Contacts and Locations

Study Locations

• United States
  • Colorado
    • Aurora, Colorado, United States, 80045
      • Children's Hospital Colroado

Participation Criteria

Eligibility Criteria

• Ages Eligible for Study: 16 years to 45 years (Child, Adult)
• Accepts Healthy Volunteers: No
• Genders Eligible for Study: All

Description

CF Subject Inclusion Criteria:

• CF diagnosis defined as a sweat chloride >60mEq/L and/or the presence of two disease-causing CFTR mutations.
• Ages 16 years and above.
• Pancreatic insufficient status defined as previous fecal pancreatic elastase <100mcg/g stool and/or having 2 disease-causing CFTR mutations known to be associated with pancreatic insufficiency, and taking supplemental pancreatic enzymes between 1000-2500 lipase units/kg/meal.
• No positive NTM cultures in the last 2 years.
• Pulmonary function: Most recent FEV1 > 40% predicted.
• Willing to participate in and comply with the study procedures, and willingness of a parent or legally authorized representative to provide written informed consent for those subjects less than 18 years of age.

Healthy Control Inclusion Criteria:

• Ages 18 years and above.
• BMI below 30 to best match CF body type.
• Willing to participate in and comply with the study procedures, and willingness of a parent or legally authorized representative to provide written informed consent for those subjects less than 18 years of age.

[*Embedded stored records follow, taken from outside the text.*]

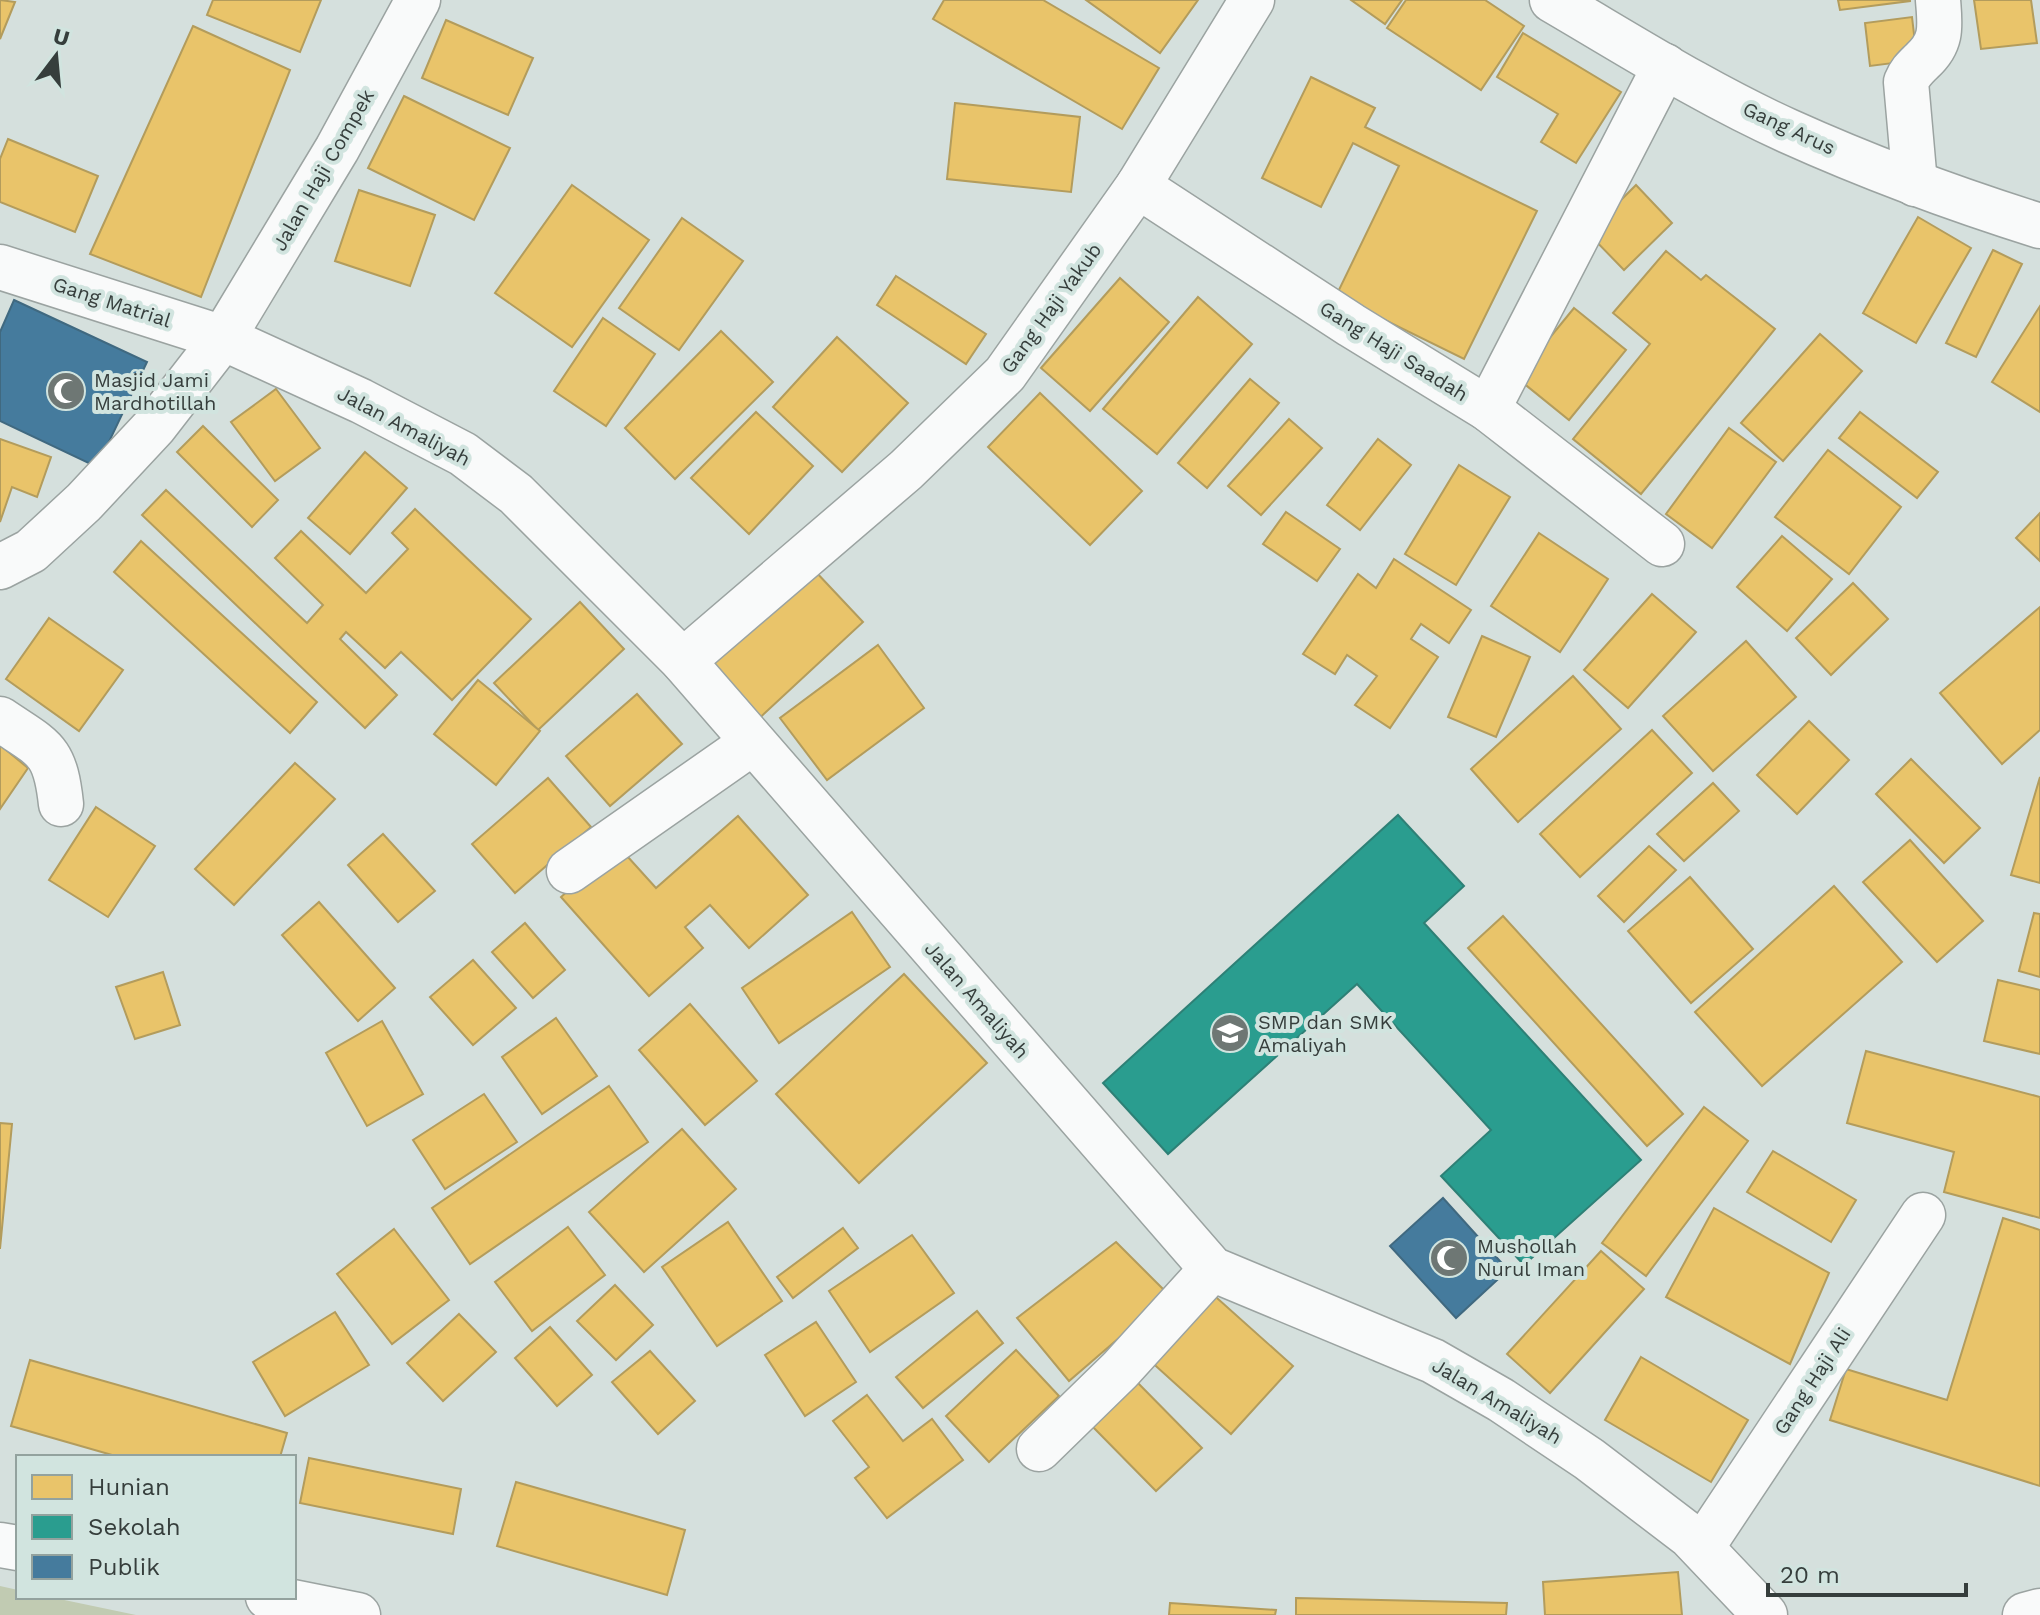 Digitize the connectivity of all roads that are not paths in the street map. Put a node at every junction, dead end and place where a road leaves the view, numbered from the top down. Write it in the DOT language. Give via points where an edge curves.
graph roads {
  1 [pos="418,0"];
  2 [pos="1252,0"];
  3 [pos="1552,0"];
  4 [pos="1938,0"];
  5 [pos="1665,66"];
  6 [pos="1915,184"];
  7 [pos="1138,186"];
  8 [pos="2040,226"];
  9 [pos="0,267"];
  10 [pos="223,338"];
  11 [pos="1488,409"];
  12 [pos="1662,544"];
  13 [pos="0,567"];
  14 [pos="683,661"];
  15 [pos="0,719"];
  16 [pos="752,743"];
  17 [pos="61,804"];
  18 [pos="569,871"];
  19 [pos="1923,1215"];
  20 [pos="1212,1269"];
  21 [pos="1039,1449"];
  22 [pos="1702,1547"];
  23 [pos="278,1599"];
  24 [pos="2040,1611"];
  25 [pos="358,1615"];
  26 [pos="1765,1615"];
  27 [pos="2025,1615"];
  1 -- 10 [label="street, Jalan Haji Compek" via="337,149"];
  2 -- 7 [label="street, Gang Haji Yakub"];
  3 -- 5 [label="street, Gang Arus"];
  4 -- 6 [label="street" via="1939,41 1906,82"];
  5 -- 6 [label="street, Gang Arus" via="1786,130"];
  5 -- 11 [label="street, Gang Haji Saadah"];
  6 -- 8 [label="street, Gang Arus"];
  7 -- 11 [label="street, Gang Haji Saadah"];
  7 -- 14 [label="street, Gang Haji Yakub" via="1005,374 906,470"];
  9 -- 10 [label="street, Gang Matrial"];
  10 -- 13 [label="street, Jalan Haji Compek" via="154,427 84,502 31,551"];
  10 -- 14 [label="street, Jalan Amaliyah" via="463,454 516,494"];
  11 -- 12 [label="street"];
  14 -- 16 [label="street, Jalan Amaliyah"];
  15 -- 17 [label="street" via="45,749 58,773"];
  16 -- 18 [label="street"];
  16 -- 20 [label="street, Jalan Amaliyah"];
  19 -- 22 [label="street, Gang Haji Ali"];
  20 -- 21 [label="street"];
  20 -- 22 [label="street, Jalan Amaliyah" via="1433,1361 1589,1459"];
  22 -- 26 [label="street, Jalan Amaliyah"];
  23 -- 25 [label="street"];
  24 -- 27 [label="street"];
}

CF Subject Exclusion Criteria:

• Allergy or intolerance to rifampin, ethambutol, or azithromycin.
• Hepatic insufficiency defined as having an AST or ALT greater than three times the upper limit of normal at the screening appointment.
• Previous surgical bowel resection.
• Previous lung transplant.
• Use of medications known to interact with the antimycobacterial drug levels; of note, the most common interactions in CF patients are the use of itraconazole, voriconazole, and ivacaftor. We will have subjects hold H2 blockers and proton pump inhibitors for 3 days prior to each PK study day.
• Inability to hold azithromycin: Subjects will not be excluded if they are on chronic azithromycin for immunomodulatory purposes; however, we will ask that the subjects hold the azithromycin starting at the screening visit, through a 2 week wash-out period prior to Visit 2, and remain off through the end of Visit 3 (about 4 weeks total).
• Acute exacerbations: exclusion if any addition of oral, IV, or inhaled antibiotics, or an acute gastrointestinal illness with vomiting or diarrhea in the 2 weeks prior to each visit. No exclusion for previously prescribed alternating chronic inhaled or oral antibiotics.
• We will also exclude pregnant women (urine pregnancy test will be performed for females on the day of each PK study) and decisionally challenged subjects.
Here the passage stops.